National Quality Measure Compliance for Palliative Bone Radiation Among Patients With Metastatic Non-Small Cell Lung Cancer

被引:3
作者
Grant, Stephen R. [1 ]
Smith, Benjamin D. [1 ]
Colbert, Lauren E. [1 ]
Qunyh-Nhu Nguyen [1 ]
Yu, James B. [2 ]
Lin, Steven H. [1 ]
Chen, Aileen B. [1 ]
机构
[1] Univ Texas MD Anderson Canc Ctr, Dept Radiat Oncol, 1515 Holcombe Blvd,Unit 97, Houston, TX 77030 USA
[2] Yale Univ, Sch Med, Dept Therapeut Radiol, New Haven, CT USA
来源
JOURNAL OF THE NATIONAL COMPREHENSIVE CANCER NETWORK | 2021年 / 19卷 / 13期
关键词
D O I
10.6004/jnccn.2020.7688
中图分类号
R73 [肿瘤学];
学科分类号
100214 ;
摘要
Background: There exists wide practice variability in palliative treatment schedules for bone metastases. In an effort to reduce variation and promote high-quality, cost-conscious care, the National Quality Forum (NQF) endorsed measure 1822 in 2012. This measure recommends the use of 30 Gy in 10 fractions, 24 Gy in 6 fractions, 20 Gy in 5 fractions, or 8 Gy in a single fraction for palliative radiation for bone metastases. We report on longitudinal compliance with this measure. Methods: Using the National Cancer Database, patients with metastatic thoracic non-small cell lung cancer diagnosed between 2004 and 2016 who received radiation therapy for bony sites of metastatic disease were identified. Treatment courses fitting 1 of the 4 recommended schedules under NQF 1822 were coded as compliant. Rates of compliance by patient, tumor, and treatment characteristics were analyzed. Results: A total of 42,685 patients met the criteria for inclusion.
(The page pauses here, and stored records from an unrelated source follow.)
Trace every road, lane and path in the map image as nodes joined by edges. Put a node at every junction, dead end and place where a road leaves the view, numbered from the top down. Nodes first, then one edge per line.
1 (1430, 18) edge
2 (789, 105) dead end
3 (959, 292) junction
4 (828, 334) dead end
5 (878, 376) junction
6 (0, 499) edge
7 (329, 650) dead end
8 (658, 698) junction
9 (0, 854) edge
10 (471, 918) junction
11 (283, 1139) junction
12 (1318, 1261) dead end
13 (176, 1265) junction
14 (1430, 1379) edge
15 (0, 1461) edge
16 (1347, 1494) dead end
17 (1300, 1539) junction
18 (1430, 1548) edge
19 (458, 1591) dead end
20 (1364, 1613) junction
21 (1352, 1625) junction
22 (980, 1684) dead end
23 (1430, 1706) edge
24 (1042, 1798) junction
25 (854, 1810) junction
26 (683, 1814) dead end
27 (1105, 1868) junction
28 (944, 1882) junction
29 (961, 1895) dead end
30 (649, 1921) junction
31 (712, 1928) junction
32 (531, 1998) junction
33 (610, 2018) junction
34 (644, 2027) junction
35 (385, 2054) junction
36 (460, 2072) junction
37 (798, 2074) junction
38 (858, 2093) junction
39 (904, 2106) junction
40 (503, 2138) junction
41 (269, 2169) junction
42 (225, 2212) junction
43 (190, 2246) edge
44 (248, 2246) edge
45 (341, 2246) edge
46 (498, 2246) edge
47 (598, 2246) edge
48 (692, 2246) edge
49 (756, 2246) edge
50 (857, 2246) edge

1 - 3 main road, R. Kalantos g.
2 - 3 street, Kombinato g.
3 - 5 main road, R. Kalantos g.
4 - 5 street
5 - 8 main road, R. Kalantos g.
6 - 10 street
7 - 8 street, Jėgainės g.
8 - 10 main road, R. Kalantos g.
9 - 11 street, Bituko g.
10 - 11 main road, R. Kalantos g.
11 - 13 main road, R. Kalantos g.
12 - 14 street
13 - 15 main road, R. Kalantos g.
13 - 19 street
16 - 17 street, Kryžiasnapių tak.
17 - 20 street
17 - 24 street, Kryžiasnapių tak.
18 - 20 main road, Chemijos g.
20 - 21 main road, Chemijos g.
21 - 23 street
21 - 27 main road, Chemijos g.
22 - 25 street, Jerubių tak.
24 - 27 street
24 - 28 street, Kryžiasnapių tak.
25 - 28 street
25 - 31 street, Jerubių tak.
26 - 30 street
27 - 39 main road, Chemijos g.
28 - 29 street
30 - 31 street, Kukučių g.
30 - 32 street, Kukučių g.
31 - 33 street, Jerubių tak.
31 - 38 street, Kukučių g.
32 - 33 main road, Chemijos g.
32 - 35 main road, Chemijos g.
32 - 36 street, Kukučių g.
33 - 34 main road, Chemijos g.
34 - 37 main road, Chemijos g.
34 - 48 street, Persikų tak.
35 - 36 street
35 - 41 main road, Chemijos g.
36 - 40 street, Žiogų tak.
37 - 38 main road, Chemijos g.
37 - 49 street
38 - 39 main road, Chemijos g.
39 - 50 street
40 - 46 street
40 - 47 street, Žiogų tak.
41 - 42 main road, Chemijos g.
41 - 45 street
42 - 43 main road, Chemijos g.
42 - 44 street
Among all patients, 60.2% of treatment courses were compliant according to NQF 1822. Compliance increased over time and was highest for treatments to the extremity (69.8%), lowest for treatments to the skull or head (48.8%), and higher for academic practice (67.1%) compared with community (56.0%) or integrated network facilities (61.2%). On multivariable analysis, predictors of NQF 1822 compliance included year of diagnosis after 2011, treatment to an extremity, or treatment at an academic facility. Of noncompliant treatment courses, extended fractionation (>= 11 fractions) occurred in 62.6% and was more common before 2012, in community practice, and for treatments of the skull or head. Conclusions: Among patients treated for metastatic non-small cell lung cancer, compliance with NQF 1822 increased over time. Although extended fractionation constituted a majority of noncompliant treatment courses, a substantial proportion also involved shorter courses.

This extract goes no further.